=== What the exercise asks ===
Retype the data below exactly, skipping pictures.

Keypoint coordinate data:
==============================

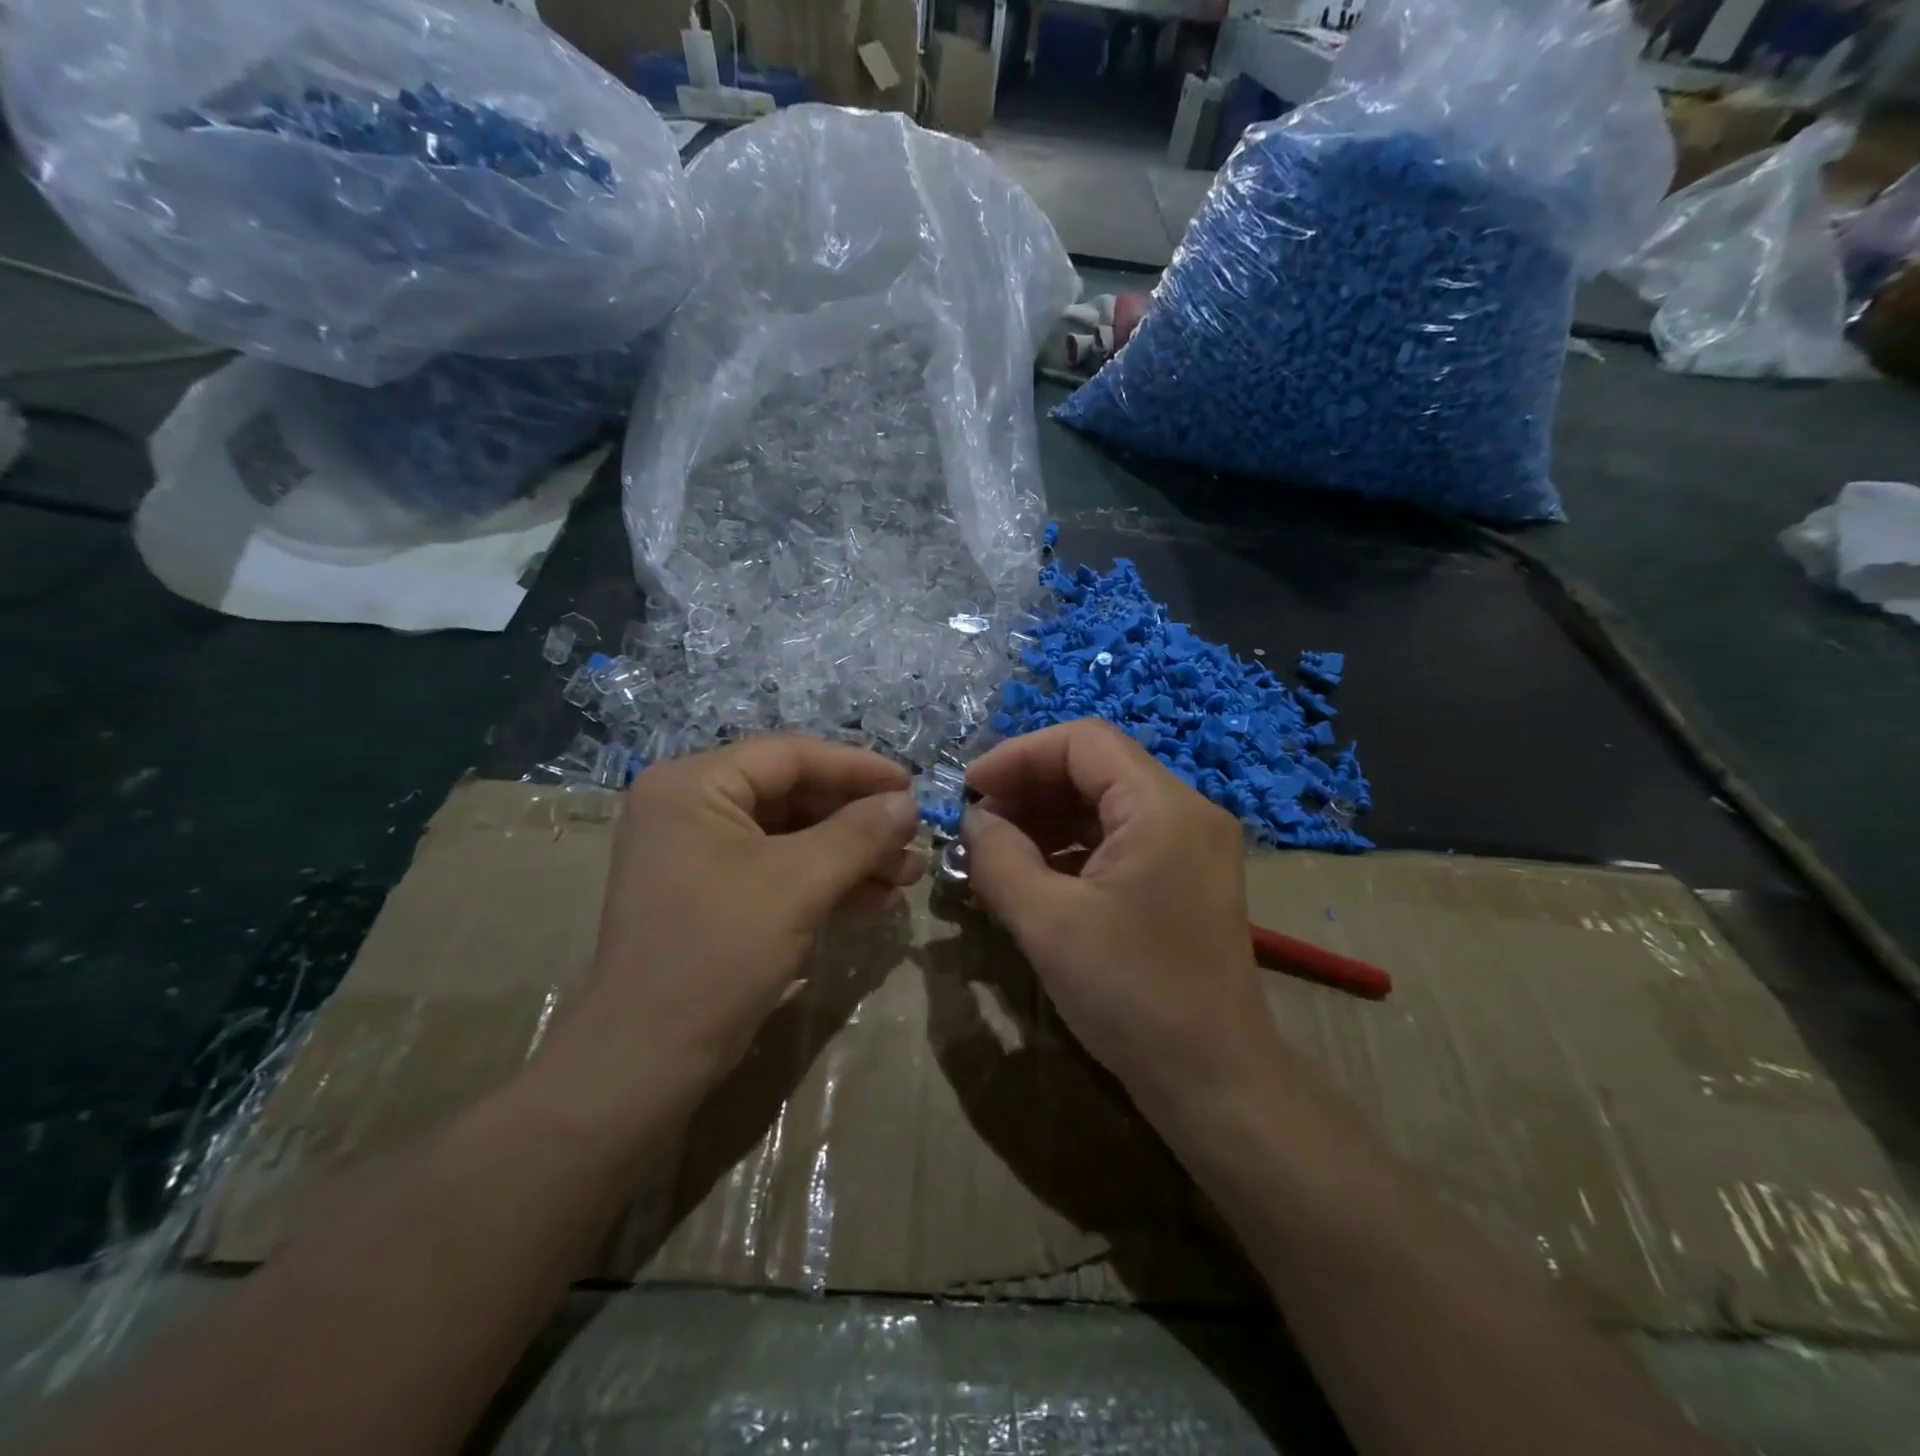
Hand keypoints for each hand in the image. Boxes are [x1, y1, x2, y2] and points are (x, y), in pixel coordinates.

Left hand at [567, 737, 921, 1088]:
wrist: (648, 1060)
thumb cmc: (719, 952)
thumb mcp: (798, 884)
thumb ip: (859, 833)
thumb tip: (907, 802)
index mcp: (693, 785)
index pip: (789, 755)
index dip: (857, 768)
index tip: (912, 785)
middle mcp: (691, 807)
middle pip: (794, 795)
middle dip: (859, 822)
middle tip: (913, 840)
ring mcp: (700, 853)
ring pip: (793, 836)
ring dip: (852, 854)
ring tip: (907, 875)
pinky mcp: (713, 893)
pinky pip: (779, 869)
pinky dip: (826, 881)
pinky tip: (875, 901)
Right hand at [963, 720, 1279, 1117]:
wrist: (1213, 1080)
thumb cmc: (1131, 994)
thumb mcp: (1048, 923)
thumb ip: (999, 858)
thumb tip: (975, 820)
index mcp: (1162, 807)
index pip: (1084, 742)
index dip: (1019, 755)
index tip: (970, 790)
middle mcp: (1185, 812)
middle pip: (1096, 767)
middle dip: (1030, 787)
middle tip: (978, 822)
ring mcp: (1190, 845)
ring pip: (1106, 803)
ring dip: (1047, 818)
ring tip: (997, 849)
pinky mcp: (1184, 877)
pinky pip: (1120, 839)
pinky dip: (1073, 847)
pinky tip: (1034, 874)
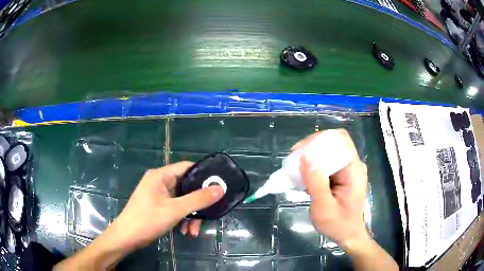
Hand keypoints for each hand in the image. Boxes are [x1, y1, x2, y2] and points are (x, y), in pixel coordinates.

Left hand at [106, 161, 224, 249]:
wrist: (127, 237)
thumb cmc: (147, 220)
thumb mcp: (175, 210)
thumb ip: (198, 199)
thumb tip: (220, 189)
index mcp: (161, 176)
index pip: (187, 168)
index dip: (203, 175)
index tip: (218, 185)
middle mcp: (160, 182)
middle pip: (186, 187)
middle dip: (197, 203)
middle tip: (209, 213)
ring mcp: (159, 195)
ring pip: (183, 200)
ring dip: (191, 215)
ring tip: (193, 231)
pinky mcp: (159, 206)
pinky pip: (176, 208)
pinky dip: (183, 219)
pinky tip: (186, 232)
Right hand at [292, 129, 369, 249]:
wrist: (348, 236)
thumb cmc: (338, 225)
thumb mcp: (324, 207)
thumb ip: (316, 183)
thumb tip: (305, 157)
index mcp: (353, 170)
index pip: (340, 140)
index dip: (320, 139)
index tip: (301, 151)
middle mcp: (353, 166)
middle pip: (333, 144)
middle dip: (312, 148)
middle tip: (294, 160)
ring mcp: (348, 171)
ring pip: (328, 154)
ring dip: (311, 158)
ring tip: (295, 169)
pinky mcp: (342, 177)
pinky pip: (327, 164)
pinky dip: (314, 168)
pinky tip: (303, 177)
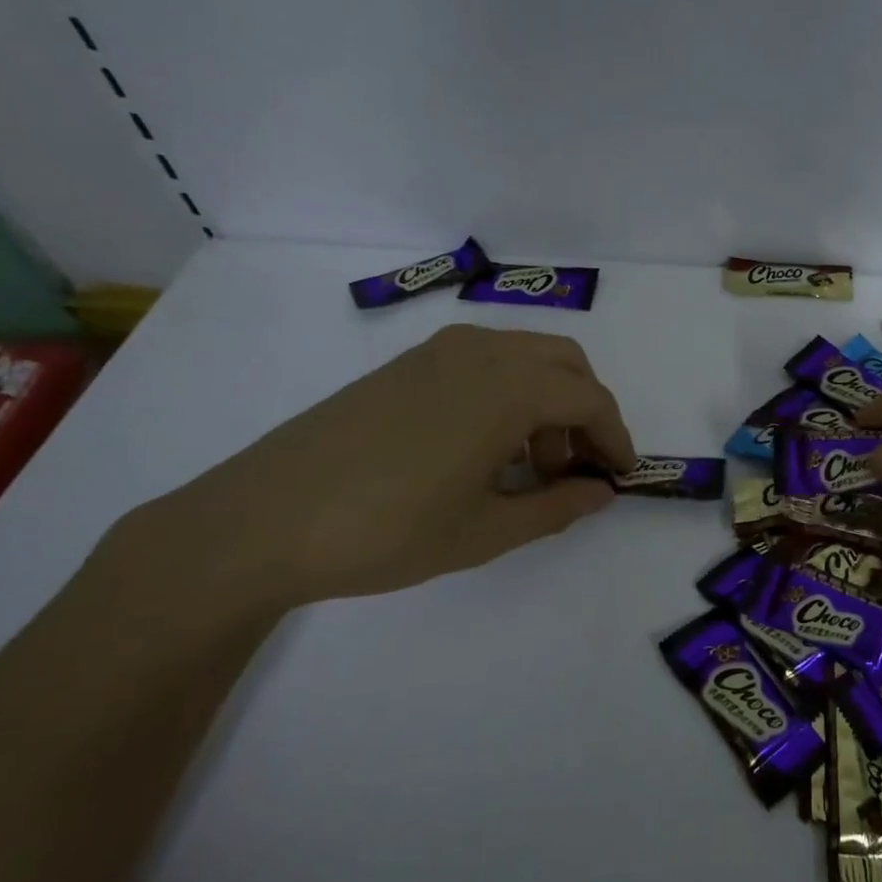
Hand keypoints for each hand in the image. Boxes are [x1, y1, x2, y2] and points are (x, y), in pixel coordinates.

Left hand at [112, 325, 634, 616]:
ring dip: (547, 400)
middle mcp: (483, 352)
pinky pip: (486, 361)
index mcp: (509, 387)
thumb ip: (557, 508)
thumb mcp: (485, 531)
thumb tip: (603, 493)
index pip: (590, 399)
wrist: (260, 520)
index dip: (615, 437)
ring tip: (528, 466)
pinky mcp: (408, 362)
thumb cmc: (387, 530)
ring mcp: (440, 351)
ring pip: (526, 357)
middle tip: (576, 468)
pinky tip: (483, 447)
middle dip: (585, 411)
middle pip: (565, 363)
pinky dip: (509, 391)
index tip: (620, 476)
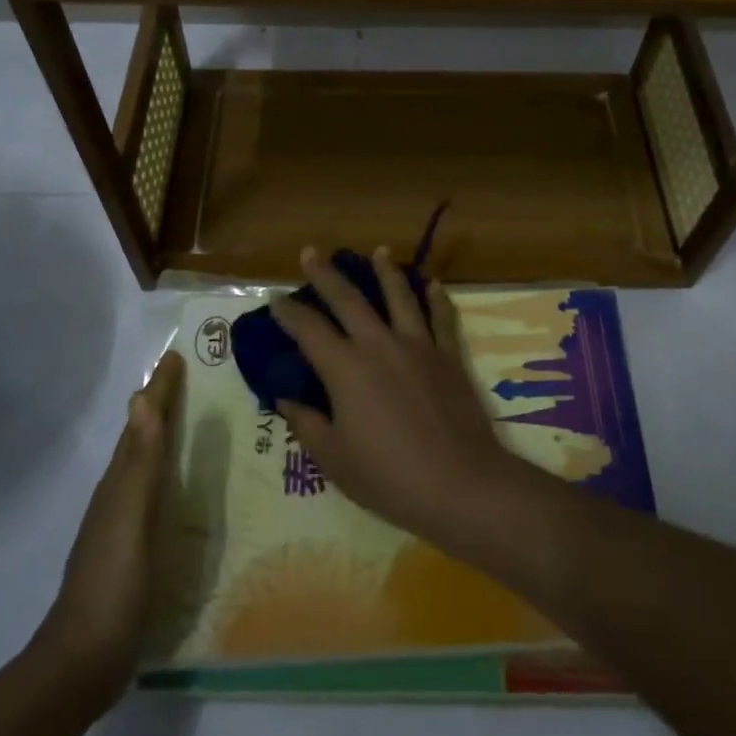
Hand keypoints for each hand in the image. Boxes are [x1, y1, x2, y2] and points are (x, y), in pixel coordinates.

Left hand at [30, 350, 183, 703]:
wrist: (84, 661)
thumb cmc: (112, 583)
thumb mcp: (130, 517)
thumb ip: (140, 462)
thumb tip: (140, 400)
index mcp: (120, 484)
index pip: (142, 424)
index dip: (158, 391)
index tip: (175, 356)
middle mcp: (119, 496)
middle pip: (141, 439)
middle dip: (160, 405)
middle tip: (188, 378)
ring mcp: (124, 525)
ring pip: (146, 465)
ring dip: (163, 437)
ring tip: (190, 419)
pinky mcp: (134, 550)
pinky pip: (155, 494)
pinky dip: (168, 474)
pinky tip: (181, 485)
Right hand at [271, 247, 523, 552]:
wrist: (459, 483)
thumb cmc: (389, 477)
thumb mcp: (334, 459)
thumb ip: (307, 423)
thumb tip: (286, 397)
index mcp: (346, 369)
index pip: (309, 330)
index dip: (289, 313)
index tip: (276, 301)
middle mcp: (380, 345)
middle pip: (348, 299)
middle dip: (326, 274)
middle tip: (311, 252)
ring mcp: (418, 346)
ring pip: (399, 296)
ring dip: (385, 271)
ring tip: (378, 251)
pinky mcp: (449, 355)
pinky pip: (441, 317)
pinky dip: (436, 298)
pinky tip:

==============================

=== Exercise solution ===
Hand keypoints for each hand in the image. Boxes are [x1, y1, x2, y2] and points are (x, y), in pixel coordinates.

Left hand at [567, 737, 921, 1088]:
wrist: (648, 1060)
thumb cmc: (719, 952)
thumb mcp: (798, 884)
thumb ip: (859, 833)
thumb tip: (907, 802)
index mcp: (693, 785)
index pip: (789, 755)
index dip: (857, 768)
index tip: (912, 785)
middle mcp: (691, 807)
middle pip: (794, 795)
middle dip: (859, 822)
middle tip: (913, 840)
ring mcp: (700, 853)
ring pip: (793, 836)
ring dip: (852, 854)
ring tip: (907, 875)
pinky mcp: (713, 893)
pinky pip: (779, 869)
pinky dip: (826, 881)
pinky tip: (875, 901)
Right hand at [963, 720, 1279, 1117]:
wrist: (1213, 1080)
thumb cmc: (1131, 994)
thumb mcp: (1048, 923)
thumb ip: (999, 858)
thumb tip: (975, 820)
index mcp: (1162, 807)
index pip: (1084, 742)
index dip: (1019, 755)
index tip: (970, 790)
middle mcp: (1185, 812)
middle pip: (1096, 767)
middle dip: (1030, 787)
middle tip: (978, 822)
ring mcp: (1190, 845)
ring pip: (1106, 803)
ring dip: (1047, 818)
ring tip: (997, 849)
pinky mcp: (1184, 877)
pinky pip: (1120, 839)
pinky dip: (1073, 847)
pinky tip: (1034, 874)
Hand keypoints for each hand in the image. Boxes are [x1, y1, x2, y2] and points are (x, y), in pixel coordinates.

Left hand at [106, 161, 224, 249]:
wrist: (127, 237)
thumb cmc: (147, 220)
thumb mcp: (175, 210)
thumb ip: (198, 199)
thumb tip: (220, 189)
index mcp: (161, 176)
index pip: (187, 168)
index dip: (203, 175)
index tip: (218, 185)
middle mcp: (160, 182)
middle pip: (186, 187)
middle dip: (197, 203)
middle tip: (209, 213)
ring mcp: (159, 195)
ring pip: (183, 200)
ring dip: (191, 215)
ring tip: (193, 231)
pinky mcp: (159, 206)
pinky pip: (176, 208)
pinky dip: (183, 219)
pinky tip: (186, 232)
Right hand at [292, 129, 369, 249]:
wrist: (348, 236)
thumb cmc: (338, 225)
thumb mcp: (324, 207)
thumb ip: (316, 183)
thumb tip: (305, 157)
index mcp: (353, 170)
index pip: (340, 140)
index dip: (320, 139)
index tip: (301, 151)
middle mcp: (353, 166)
middle pip: (333, 144)
middle dip: (312, 148)
middle tip: (294, 160)
ring mcp: (348, 171)
ring pip: (328, 154)
ring dip: (311, 158)
ring tip: (295, 169)
pinky mcp: (342, 177)
pinky pip: (327, 164)
pinky dip: (314, 168)
pinky tip: (303, 177)
Hand keypoints for each hand in the image. Boxes are [x1, y1, x2, y2] and points are (x, y), in pixel coordinates.

Left hand at [112, 325, 634, 616]:
ring dip: (547, 400)
middle mcp: (483, 352)
pinky pip: (486, 361)
index mcp: (509, 387)
thumb ip: (557, 508)
thumb mcp: (485, 531)
thumb tip: (603, 493)
index pip: (590, 399)
wrist: (260, 520)
index dip: (615, 437)
ring tip: (528, 466)
pinky mcp: (408, 362)
thumb cmc: (387, 530)
ring mcp: (440, 351)
ring pip: (526, 357)
middle tip: (576, 468)
pinky tip: (483, 447)
middle dip: (585, 411)
middle pip: (565, 363)
pinky dip: (509, 391)
index tip: (620, 476)
Hand keypoints for each hand in the image. Boxes are [x1, y1, x2, y2] and points are (x, y), in pixel coordinates.

Left hand at [30, 350, 183, 703]:
wrist: (84, 661)
thumb cmc: (112, 583)
thumb mcp: (130, 517)
thumb ip: (140, 462)
thumb tip: (140, 400)
index mcp: (120, 484)
index pip: (142, 424)
index dip: (158, 391)
index tip: (175, 356)
middle mcp: (119, 496)
middle pip: (141, 439)
middle dip: (160, 405)
middle tip: (188, 378)
ring mcp: (124, 525)
ring pip: (146, 465)
ring dip: (163, 437)
ring tip: (190, 419)
pinky mcp: (134, 550)
pinky pip: (155, 494)
pinky dip: (168, 474)
pinky tip: (181, 485)
Right hand at [271, 247, 523, 552]:
wrist: (459, 483)
thumb cmc: (389, 477)
thumb mcp: (334, 459)
thumb ip: (307, 423)
thumb tip: (286, 397)
index mcp: (346, 369)
index pip: (309, 330)
index dip: (289, 313)
index tip: (276, 301)
middle mcp: (380, 345)
middle pip: (348, 299)
middle dip: (326, 274)
middle tip: (311, 252)
ring mcp: (418, 346)
ring pip: (399, 296)
ring dip: (385, 271)
ring tip: (378, 251)
pinky mcp: (449, 355)
pinky pip: (441, 317)
pinky dip: (436, 298)
pinky tip:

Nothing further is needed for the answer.